### To do
The expected output is exactly the lines below, starting at the line with "thumb cmc: (237, 268)" and ending at the line with "index pip: (208, 142)", both included; no other line belongs in it.

Limb landmark coordinates
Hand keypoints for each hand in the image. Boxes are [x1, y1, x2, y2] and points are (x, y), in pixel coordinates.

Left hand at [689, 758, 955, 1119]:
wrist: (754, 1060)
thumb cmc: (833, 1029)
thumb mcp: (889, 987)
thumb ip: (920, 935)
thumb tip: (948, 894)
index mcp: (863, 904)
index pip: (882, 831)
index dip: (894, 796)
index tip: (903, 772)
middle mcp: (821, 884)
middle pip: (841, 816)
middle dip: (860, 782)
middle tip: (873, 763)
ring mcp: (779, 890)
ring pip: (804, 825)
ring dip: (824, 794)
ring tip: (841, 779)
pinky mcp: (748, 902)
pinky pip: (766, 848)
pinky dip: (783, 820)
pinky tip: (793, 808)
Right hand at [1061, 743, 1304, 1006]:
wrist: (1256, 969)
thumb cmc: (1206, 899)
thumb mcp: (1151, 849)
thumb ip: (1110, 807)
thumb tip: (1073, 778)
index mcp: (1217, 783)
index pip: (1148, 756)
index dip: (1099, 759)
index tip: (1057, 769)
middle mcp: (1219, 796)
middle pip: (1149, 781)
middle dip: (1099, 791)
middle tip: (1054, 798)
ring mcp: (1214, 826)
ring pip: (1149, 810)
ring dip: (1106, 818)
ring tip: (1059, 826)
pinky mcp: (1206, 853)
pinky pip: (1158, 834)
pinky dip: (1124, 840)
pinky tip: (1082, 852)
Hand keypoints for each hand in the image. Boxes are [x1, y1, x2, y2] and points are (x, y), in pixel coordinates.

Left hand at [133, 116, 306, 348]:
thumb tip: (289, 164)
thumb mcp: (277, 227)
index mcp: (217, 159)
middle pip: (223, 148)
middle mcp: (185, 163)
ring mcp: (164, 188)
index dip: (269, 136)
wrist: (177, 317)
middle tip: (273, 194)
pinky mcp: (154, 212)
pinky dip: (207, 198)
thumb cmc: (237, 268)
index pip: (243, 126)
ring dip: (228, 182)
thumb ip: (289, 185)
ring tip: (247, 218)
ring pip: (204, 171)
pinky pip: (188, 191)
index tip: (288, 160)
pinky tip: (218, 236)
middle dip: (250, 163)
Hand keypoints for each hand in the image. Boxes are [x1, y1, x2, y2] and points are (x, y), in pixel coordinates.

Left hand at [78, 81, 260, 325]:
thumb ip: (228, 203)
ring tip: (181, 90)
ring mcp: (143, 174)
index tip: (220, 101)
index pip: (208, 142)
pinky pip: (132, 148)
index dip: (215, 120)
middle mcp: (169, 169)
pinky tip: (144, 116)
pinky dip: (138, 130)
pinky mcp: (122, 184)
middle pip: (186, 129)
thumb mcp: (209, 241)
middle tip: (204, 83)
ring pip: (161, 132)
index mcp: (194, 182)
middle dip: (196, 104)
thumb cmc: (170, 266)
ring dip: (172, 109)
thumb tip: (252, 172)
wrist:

### Result
thumb cmc: (237, 268)
index pip: (243, 126)
ring dip: (228, 182)
thumb ip: (289, 185)
ring tip: (247, 218)
ring pip: (204, 171)
pinky pip: (188, 191)
index tip: (288, 160)
pinky tip: (218, 236)
middle dip: (250, 163)
Hand keypoints for each hand in the image. Boxes are [x1, y1, x2, y2] and points are (x, y), in pixel coordinates.

Left hand at [78, 81, 260, 325]:
thumb ip: (228, 203)
ring tip: (181, 90)
ring mcp: (143, 174)
index tip: (220, 101)
index pip: (208, 142)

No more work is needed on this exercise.